Thursday, December 04, 2008

Disney Principles 2a - Solid Elmer - McKimson - Head Rotations

Here's a scene animated by Bob McKimson that shows the value of solid drawings. I purposely picked a scene that didn't have a lot of Clampett's direction in it. It looks like Clampett just told him what was was happening in the scene and let him do it, so it's very basic McKimson.
Elmer tilts his head in all kinds of difficult subtle angles and he is animating slowly where you can't cheat anything.
Elmer's body is compact and solid, yet has enough give to feel like it's flesh wrapped in cloth - note that the wrinkles in the clothes don't stick way out! The bulge just enough to feel like clothes, but bulge following the form of his body.
This would be a very hard scene for an animator to do. McKimson's animation relies mostly on the drawings being solid and in perspective and moving cleanly from one pose to the next without losing volume and without have the features crawl around the face.
Titling the head into all these angles is hard enough, but that huge tall hat ads another degree of difficulty to control.
McKimson doesn't use an overload of overlapping action (except when Bob Clampett makes him) or squash and stretch or even drag - except in fast motions. His animation is very direct and to the point. It's all in the drawing.
It doesn't always get the best inking.
The fingers are wrapped solidly around Elmer's face. His other hand around his elbow. Feet in perspective.

Antic into...
Look at those great feet!
Here's a real tricky pose to pull off. Elmer is all twisted around, laying on the ground and turned away from us.
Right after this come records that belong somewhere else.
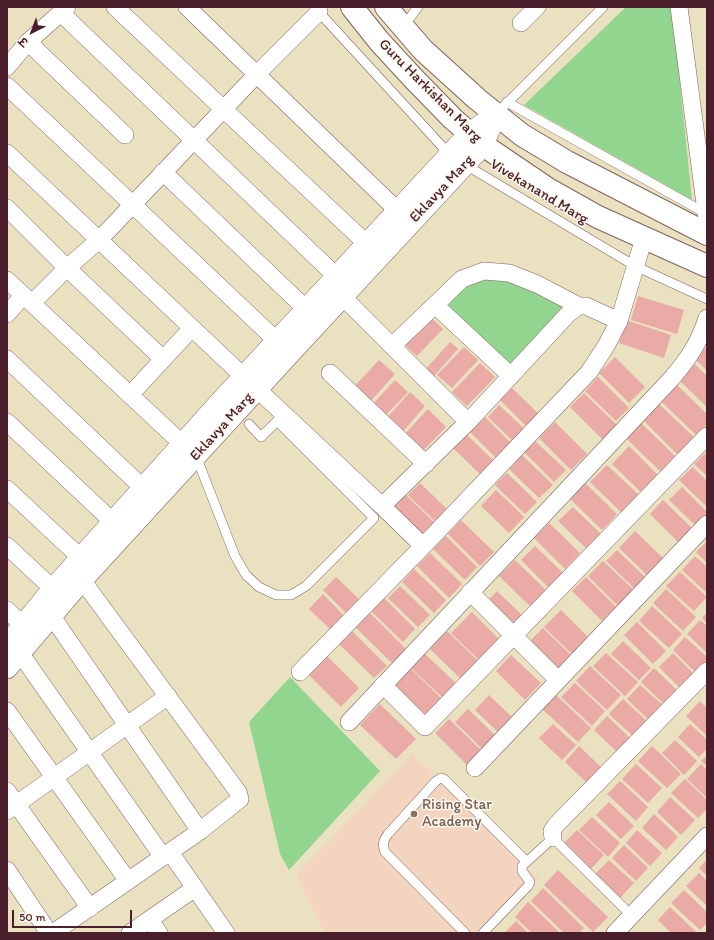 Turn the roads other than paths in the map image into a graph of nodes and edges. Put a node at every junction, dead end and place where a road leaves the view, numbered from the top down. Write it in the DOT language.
graph roads {
  1 [pos="115,7"];
  2 [pos="187,7"];
  3 [pos="352,7"];
  4 [pos="386,7"];
  5 [pos="418,7"];
  6 [pos="537,7"];
  7 [pos="603,7"];
  8 [pos="679,7"];
  9 [pos="320,9"];
  10 [pos="64,10"];
  11 [pos="521,23"];
  12 [pos="403,28"];
  13 [pos="28,42"];
  14 [pos="7,67"];
  15 [pos="257,74"];
  16 [pos="7,86"];
  17 [pos="501,108"];
  18 [pos="223,109"];
  19 [pos="125,135"];
  20 [pos="476,140"];
  21 [pos="193,141"];
  22 [pos="7,154"];
  23 [pos="703,159"];
  24 [pos="457,160"];
  25 [pos="163,172"];
  26 [pos="132,205"];
  27 [pos="7,208"];
  28 [pos="398,211"];
  29 [pos="707,219"];
  30 [pos="644,238"];
  31 [pos="99,240"];
  32 [pos="367,244"];
  33 [pos="635,266"];
  34 [pos="707,266"];
  35 [pos="68,268"];
  36 [pos="7,280"];
  37 [pos="340,286"];
  38 [pos="707,299"];
  39 [pos="28,300"];
  40 [pos="435,305"];
  41 [pos="579,306"];
  42 [pos="307,310"];
  43 [pos="7,314"];
  44 [pos="707,318"];
  45 [pos="619,320"];
  46 [pos="192,328"];
  47 [pos="277,341"];
  48 [pos="392,346"];
  49 [pos="7,359"];
  50 [pos="163,359"];
  51 [pos="330,373"];
  52 [pos="512,376"];
  53 [pos="250,383"];
  54 [pos="130,395"];
  55 [pos="7,422"];
  56 [pos="468,422"];
  57 [pos="249,424"];
  58 [pos="707,436"];
  59 [pos="189,450"];
  60 [pos="426,464"];
  61 [pos="143,488"];
  62 [pos="7,489"];
  63 [pos="382,506"];
  64 [pos="113,522"];
  65 [pos="707,524"];
  66 [pos="7,546"];
  67 [pos="423,546"];
  68 [pos="81,558"];
  69 [pos="82,580"];
  70 [pos="53,589"];
  71 [pos="470,592"];
  72 [pos="7,610"];
  73 [pos="51,616"];
  74 [pos="29,630"];
  75 [pos="514,636"];
  76 [pos="11,655"];
  77 [pos="300,672"];
  78 [pos="707,672"];
  79 [pos="558,680"];
  80 [pos="383,685"];
  81 [pos="168,696"];
  82 [pos="7,711"];
  83 [pos="349,722"];
  84 [pos="127,725"];
  85 [pos="89,752"];
  86 [pos="475,768"];
  87 [pos="54,777"];
  88 [pos="10,802"];
  89 [pos="200,831"];
  90 [pos="707,836"];
  91 [pos="552,838"];
  92 [pos="167,854"];
  93 [pos="526,861"];
  94 [pos="7,870"];
  95 [pos="128,881"];
  96 [pos="195,888"];
  97 [pos="90,908"];
  98 [pos="632,916"];
  99 [pos="154,926"];
  100 [pos="49,933"];
  101 [pos="53,933"];
  102 [pos="130,933"];
  103 [pos="226,933"];
  104 [pos="465,933"];
  105 [pos="483,933"];
  106 [pos="615,933"];
  1 -- 18 [label="street"];
  2 -- 15 [label="street"];
  3 -- 20 [label="main road, Guru Harkishan Marg"];
  4 -- 12 [label="main road, Guru Harkishan Marg"];
  5 -- 12 [label="lane"];
  6 -- 11 [label="street"];
  7 -- 17 [label="lane"];
  8 -- 23 [label="street"];
  9 -- 15 [label="street"];
  9 -- 24 [label="lane, Vivekanand Marg"];
  10 -- 13 [label="street"];
  10 -- 21 [label="street"];
  12 -- 17 [label="main road, Guru Harkishan Marg"];
  13 -- 14 [label="street"];
  13 -- 19 [label="street"];
  15 -- 18 [label="street"];
  15 -- 28 [label="street"];
  16 -- 26 [label="street"];
  17 -- 20 [label="street, Eklavya Marg"];
  17 -- 29 [label="main road, Guru Harkishan Marg"];
  18 -- 21 [label="street"];
  18 -- 32 [label="street"];
  20 -- 24 [label="street, Eklavya Marg"];
  20 -- 30 [label="main road, Guru Harkishan Marg"];
  21 -- 25 [label="street"];
  21 -- 37 [label="street"];
  22 -- 31 [label="street"];
  23 -- 29 [label="street"];
  24 -- 28 [label="street, Eklavya Marg"];
  24 -- 33 [label="lane, Vivekanand Marg"];
  24 -- 37 [label="street, Eklavya Marg"];
  25 -- 26 [label="street"];
  25 -- 42 [label="street"];
  26 -- 31 [label="street"];
  26 -- 47 [label="street"];
  27 -- 35 [label="street"];
  28 -- 32 [label="street, Eklavya Marg"];
  30 -- 33 [label="street"];
  30 -- 34 [label="main road, Guru Harkishan Marg"];
  31 -- 35 [label="street"];
  31 -- 46 [label="street"];
  32 -- 37 [label="street, Eklavya Marg"];
  33 -- 38 [label="lane, Vivekanand Marg"];
  33 -- 45 [label="street"];
  35 -- 39 [label="street"];
  35 -- 50 [label="street"];
  36 -- 39 [label="street"];
  37 -- 42 [label="street, Eklavya Marg"];
  37 -- 48 [label="street"];
  37 -- 53 [label="street, Eklavya Marg"];
  39 -- 43 [label="street"];
  39 -- 54 [label="street"];
  40 -- 41 [label="street"];
  40 -- 48 [label="street"];
  40 -- 52 [label="street"];
  41 -- 45 [label="street"];
  41 -- 52 [label="street"];
  42 -- 47 [label="street, Eklavya Marg"];
  44 -- 71 [label="street"];
  45 -- 67 [label="street"];
  46 -- 50 [label="street"];
  46 -- 53 [label="street"];
  47 -- 53 [label="street, Eklavya Marg"];
  48 -- 56 [label="street"];
  49 -- 61 [label="street"];
  50 -- 54 [label="street"];
  51 -- 60 [label="street"];
  52 -- 56 [label="street"];
  53 -- 59 [label="street, Eklavya Marg"];
  53 -- 63 [label="street"];
  54 -- 59 [label="street"];
  55 -- 64 [label="street"];
  56 -- 60 [label="street"];
  57 -- 59 [label="lane"];
  58 -- 75 [label="street"];
  59 -- 61 [label="street, Eklavya Marg"];
  59 -- 69 [label="street, Eklavya Marg"];
  60 -- 63 [label="street"];
  61 -- 64 [label="street, Eklavya Marg"];
  62 -- 68 [label="street"];
  63 -- 67 [label="street"];
  64 -- 68 [label="street, Eklavya Marg"];
  65 -- 79 [label="street"];
  66 -- 70 [label="street"];
  67 -- 77 [label="street"];
  68 -- 70 [label="street, Eklavya Marg"];
  69 -- 73 [label="street, Eklavya Marg"];
  69 -- 81 [label="street"];
  70 -- 74 [label="street, Eklavya Marg"];
  71 -- 75 [label="street"];
  71 -- 80 [label="street"];
  72 -- 74 [label="street"];
  73 -- 74 [label="street, Eklavya Marg"];
  73 -- 84 [label="street"];
  74 -- 76 [label="street, Eklavya Marg"];
  75 -- 79 [label="street"];
  75 -- 80 [label="street"];
  76 -- 85 [label="street"];
  78 -- 91 [label="street"];
  79 -- 86 [label="street"];
  80 -- 83 [label="street"];
  81 -- 84 [label="street"];
  81 -- 89 [label="street"];
  82 -- 87 [label="street"];
  84 -- 85 [label="street"];
  84 -- 89 [label="street"];
  85 -- 87 [label="street"];
  85 -- 92 [label="street"];
  87 -- 88 [label="street"];
  87 -- 95 [label="street"];
  88 -- 97 [label="street"];
  89 -- 92 [label="street"];
  90 -- 98 [label="street"];
  91 -- 93 [label="lane"];
  91 -- 98 [label="lane"];
  92 -- 95 [label="street"];
  92 -- 96 [label="street"];
  93 -- 104 [label="lane"];
  93 -- 105 [label="lane"];
  94 -- 100 [label="street"];
  95 -- 97 [label="street"];
  96 -- 99 [label="street"];
  96 -- 103 [label="street"];
  97 -- 101 [label="street"];
  98 -- 106 [label="street"];
  99 -- 102 [label="street"];
}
No problem for McKimson.

This scene, and WB animation is a very different approach to Disney animation, even though it uses the same fundamentals...just in a different ratio. More solidness, less accessories to distract from the main point.

Bob McKimson is the foundation of Warner Bros. animation. Most of the main animators follow McKimson's lead and that's why I think WB animation is a lot more humanized and manly than Disney's. It doesn't use a lot of animation flourishes like floppy arms and non-stop stretch and squash and overlap on everything for its own sake.
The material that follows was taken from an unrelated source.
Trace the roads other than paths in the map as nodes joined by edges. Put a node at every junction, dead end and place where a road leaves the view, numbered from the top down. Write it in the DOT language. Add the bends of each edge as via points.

Other WB animators had their own styles, and some outright rebelled against McKimson's style, but they did it while standing on his foundation, and the most successful WB cartoons are the ones that don't get overly fancy and effeminate (Disney-esque), the ones that humans can relate to. That is a key ingredient that made WB's cartoons outlast Disney's in popularity. They still seem fresh today.

Rod Scribner in the same cartoon - a much looser approach, more cartoony and appealing, but just a personal variation of McKimson. Scribner, like McKimson and the best WB animators (unlike Disney) didn't compete with the story and voice track for attention - they were more direct in communicating with and entertaining the audience

A good animator will use the voicetrack as the springboard for his animation. McKimson is very literal in this approach. When the voice goes up, Elmer's head tilts up. When there is a big accented syllable, Elmer visually accents it with his head or his hands or both. His expressions match the emotion in the voice track. Watch the clip a couple times and see this in action. Close your eyes and listen to the track and listen where the accents and pauses are for emphasis, then go back and watch McKimson help draw your attention to what's already there in the soundtrack.

The amazing thing to me is that no one followed up on this more populist approach to animation. Most animators want to emulate Disney in all its floppiness - only without the solid foundations and principles.

back later to explain more and to show some great Kahl animation...

Here's a strong accented gesture - some nice "twins" for you. Richard Williams would approve.

These would look even more solid if not for the DVNR and line thinning of the video transfer.